La première partie du film est une véritable comédie, mettant en scène avec bonheur les différentes étapes de l’accession au grade de général (puis colonel) ce qui ne fut au départ qu’un jeune cadet impétueux et mauvais élève, ne s’élevant qu’à coup d’audace et de chance. Un délice.
Un héros plein de fougue, as aux pruneaux
Et puis le film devient plus sombre, se muant en drame, avant de se montrer même poignant sur la fin.
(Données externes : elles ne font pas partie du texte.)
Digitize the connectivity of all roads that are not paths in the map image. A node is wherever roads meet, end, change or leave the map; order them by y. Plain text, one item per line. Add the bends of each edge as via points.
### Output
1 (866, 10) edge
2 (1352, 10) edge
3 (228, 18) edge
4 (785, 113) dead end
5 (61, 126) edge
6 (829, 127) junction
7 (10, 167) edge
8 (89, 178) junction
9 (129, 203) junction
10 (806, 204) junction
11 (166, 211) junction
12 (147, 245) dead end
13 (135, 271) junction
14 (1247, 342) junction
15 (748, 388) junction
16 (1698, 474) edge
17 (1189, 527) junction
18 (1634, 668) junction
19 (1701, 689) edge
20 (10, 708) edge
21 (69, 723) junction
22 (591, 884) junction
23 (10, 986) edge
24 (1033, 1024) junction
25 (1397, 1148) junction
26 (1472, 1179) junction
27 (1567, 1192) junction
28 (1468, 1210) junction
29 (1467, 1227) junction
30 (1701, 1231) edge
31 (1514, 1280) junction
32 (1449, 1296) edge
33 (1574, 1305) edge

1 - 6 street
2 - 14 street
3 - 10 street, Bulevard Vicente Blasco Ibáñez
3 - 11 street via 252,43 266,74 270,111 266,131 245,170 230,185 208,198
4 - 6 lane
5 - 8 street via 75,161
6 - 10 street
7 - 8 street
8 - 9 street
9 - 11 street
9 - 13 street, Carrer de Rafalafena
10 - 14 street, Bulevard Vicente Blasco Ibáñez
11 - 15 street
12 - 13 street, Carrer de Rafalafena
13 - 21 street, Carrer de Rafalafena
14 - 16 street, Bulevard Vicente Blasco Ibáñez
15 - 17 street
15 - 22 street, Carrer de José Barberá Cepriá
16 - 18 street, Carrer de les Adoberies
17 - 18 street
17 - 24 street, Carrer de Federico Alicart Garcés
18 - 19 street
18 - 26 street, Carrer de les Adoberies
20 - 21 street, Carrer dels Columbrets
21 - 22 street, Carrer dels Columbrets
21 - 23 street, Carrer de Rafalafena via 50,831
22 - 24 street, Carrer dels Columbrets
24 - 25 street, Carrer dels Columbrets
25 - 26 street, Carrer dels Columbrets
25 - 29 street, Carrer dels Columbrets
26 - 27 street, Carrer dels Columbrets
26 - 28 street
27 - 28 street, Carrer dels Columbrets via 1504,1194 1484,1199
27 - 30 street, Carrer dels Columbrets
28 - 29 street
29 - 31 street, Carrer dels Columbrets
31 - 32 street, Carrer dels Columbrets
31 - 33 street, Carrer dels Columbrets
Le virevoltant Flynn a alors l’occasion de montrer une profondeur de jeu qui ne pourrait surprendre que ceux qui connaissent l’acteur d’une manière superficielle, le jeune homme se montrant capable de passer du jeune chien fou persuasif au chef de guerre pénétré du poids de sa fonction, en passant par le mari attentionné et bientôt déchirant, tout en retenue dans une scène finale sublime qui donnerait même un peu de charme à cette pauvre Olivia de Havilland.
Scène d’autant plus poignante qu’il s’agit, et les deux talentueux duettistes s’en doutent alors, de la toute dernière fois qu’Errol et Olivia, si souvent associés dans tant de moments forts de l’histoire du cinéma, vont apparaitre ensemble à l’écran.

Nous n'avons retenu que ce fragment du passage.